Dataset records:
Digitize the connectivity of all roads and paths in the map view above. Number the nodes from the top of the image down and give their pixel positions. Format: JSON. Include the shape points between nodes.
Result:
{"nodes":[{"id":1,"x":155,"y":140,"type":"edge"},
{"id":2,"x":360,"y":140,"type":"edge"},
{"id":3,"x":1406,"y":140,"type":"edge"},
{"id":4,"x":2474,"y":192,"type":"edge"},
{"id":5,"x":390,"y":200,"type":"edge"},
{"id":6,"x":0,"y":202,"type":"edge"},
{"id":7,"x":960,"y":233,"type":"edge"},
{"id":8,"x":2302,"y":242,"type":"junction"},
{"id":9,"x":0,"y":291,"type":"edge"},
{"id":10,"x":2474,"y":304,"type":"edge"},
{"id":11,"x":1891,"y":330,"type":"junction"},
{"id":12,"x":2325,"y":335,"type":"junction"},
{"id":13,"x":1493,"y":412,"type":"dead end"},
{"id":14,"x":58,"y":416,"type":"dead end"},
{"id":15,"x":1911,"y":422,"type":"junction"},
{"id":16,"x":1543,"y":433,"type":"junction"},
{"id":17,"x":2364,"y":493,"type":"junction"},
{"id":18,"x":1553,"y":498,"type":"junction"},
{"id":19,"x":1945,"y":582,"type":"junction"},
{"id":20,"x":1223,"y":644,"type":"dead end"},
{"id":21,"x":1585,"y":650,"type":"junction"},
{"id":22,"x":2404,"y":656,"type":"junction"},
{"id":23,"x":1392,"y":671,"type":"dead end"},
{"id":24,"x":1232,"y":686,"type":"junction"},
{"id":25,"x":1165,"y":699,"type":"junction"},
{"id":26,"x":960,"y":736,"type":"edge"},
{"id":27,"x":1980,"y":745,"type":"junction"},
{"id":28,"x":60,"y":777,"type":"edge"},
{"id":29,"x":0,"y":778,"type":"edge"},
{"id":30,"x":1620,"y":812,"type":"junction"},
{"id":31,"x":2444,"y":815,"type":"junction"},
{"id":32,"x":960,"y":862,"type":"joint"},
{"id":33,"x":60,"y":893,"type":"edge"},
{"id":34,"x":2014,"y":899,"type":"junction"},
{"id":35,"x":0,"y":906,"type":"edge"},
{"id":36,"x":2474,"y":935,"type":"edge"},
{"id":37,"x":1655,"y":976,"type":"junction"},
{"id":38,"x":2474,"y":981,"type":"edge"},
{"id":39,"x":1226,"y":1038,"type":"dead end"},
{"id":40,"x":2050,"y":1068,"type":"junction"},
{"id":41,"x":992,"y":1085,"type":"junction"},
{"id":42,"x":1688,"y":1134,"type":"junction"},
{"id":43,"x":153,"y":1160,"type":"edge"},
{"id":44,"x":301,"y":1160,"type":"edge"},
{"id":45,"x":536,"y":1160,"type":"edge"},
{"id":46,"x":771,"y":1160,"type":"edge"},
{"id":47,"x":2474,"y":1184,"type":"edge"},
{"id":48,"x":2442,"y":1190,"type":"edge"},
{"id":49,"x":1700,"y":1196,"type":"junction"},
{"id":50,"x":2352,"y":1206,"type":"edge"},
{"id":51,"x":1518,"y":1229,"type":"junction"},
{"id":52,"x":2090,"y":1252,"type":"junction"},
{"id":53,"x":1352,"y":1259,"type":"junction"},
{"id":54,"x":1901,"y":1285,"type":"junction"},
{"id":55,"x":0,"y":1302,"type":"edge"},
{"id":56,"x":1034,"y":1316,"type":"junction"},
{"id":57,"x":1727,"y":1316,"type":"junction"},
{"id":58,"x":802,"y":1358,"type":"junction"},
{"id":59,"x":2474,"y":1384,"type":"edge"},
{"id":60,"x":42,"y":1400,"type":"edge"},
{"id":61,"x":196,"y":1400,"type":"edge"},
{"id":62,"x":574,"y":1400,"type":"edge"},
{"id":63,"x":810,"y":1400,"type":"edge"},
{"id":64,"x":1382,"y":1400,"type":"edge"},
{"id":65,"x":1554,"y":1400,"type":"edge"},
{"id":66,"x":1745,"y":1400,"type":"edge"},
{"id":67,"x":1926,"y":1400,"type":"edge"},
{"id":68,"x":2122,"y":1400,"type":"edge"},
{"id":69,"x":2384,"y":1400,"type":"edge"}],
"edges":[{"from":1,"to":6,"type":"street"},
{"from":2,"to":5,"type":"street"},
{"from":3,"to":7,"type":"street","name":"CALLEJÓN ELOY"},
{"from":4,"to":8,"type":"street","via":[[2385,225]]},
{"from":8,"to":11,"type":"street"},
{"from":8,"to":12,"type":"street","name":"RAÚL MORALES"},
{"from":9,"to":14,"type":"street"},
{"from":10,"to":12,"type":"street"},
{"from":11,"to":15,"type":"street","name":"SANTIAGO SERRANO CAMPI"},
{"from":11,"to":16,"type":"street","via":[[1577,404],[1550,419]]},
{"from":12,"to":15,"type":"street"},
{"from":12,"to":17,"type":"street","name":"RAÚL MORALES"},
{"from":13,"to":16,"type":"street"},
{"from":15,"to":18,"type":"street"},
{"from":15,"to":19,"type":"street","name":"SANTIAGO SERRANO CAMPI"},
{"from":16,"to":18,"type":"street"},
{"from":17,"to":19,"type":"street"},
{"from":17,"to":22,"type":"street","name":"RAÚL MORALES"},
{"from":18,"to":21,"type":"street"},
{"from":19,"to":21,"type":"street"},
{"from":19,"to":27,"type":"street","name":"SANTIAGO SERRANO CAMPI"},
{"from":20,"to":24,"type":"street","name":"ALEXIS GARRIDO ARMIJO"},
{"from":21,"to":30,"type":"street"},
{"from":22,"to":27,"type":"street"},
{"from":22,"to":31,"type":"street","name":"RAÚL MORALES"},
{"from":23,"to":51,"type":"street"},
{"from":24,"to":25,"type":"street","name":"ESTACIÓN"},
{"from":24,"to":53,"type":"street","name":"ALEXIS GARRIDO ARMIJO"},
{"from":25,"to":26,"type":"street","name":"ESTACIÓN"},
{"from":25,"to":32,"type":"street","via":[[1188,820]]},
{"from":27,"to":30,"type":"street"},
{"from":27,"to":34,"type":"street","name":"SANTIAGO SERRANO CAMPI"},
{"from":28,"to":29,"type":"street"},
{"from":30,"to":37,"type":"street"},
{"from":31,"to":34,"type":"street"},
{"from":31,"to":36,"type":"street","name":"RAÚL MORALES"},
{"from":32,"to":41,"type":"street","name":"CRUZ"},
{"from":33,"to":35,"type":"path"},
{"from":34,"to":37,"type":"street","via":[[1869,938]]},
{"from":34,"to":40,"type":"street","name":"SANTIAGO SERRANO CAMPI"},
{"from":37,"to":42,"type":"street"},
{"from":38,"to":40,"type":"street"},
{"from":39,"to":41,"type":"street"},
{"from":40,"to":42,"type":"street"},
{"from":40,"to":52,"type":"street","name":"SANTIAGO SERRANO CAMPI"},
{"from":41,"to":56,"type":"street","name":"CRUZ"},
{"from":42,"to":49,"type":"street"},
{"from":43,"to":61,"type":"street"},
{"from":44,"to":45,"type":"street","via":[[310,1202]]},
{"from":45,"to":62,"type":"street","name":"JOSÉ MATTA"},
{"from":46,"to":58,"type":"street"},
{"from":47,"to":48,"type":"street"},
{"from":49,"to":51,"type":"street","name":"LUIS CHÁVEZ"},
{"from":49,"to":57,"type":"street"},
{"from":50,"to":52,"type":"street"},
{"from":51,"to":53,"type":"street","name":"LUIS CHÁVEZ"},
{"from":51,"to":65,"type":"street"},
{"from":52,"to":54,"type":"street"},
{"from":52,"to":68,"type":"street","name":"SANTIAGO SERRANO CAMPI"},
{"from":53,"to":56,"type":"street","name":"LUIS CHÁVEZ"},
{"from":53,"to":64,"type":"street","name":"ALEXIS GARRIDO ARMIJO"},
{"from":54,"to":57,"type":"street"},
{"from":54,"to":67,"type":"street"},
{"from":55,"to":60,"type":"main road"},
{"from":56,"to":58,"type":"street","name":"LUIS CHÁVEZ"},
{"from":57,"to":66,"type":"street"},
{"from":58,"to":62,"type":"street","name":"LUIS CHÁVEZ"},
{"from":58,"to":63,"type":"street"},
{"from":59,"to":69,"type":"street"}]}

About this exercise:
Whenever a line of the data above includes the word "GARRIDO", copy that line.

Solution to this task:
{"from":20,"to":24,"type":"street","name":"ALEXIS GARRIDO ARMIJO"},
{"from":24,"to":53,"type":"street","name":"ALEXIS GARRIDO ARMIJO"},
{"from":53,"to":64,"type":"street","name":"ALEXIS GARRIDO ARMIJO"},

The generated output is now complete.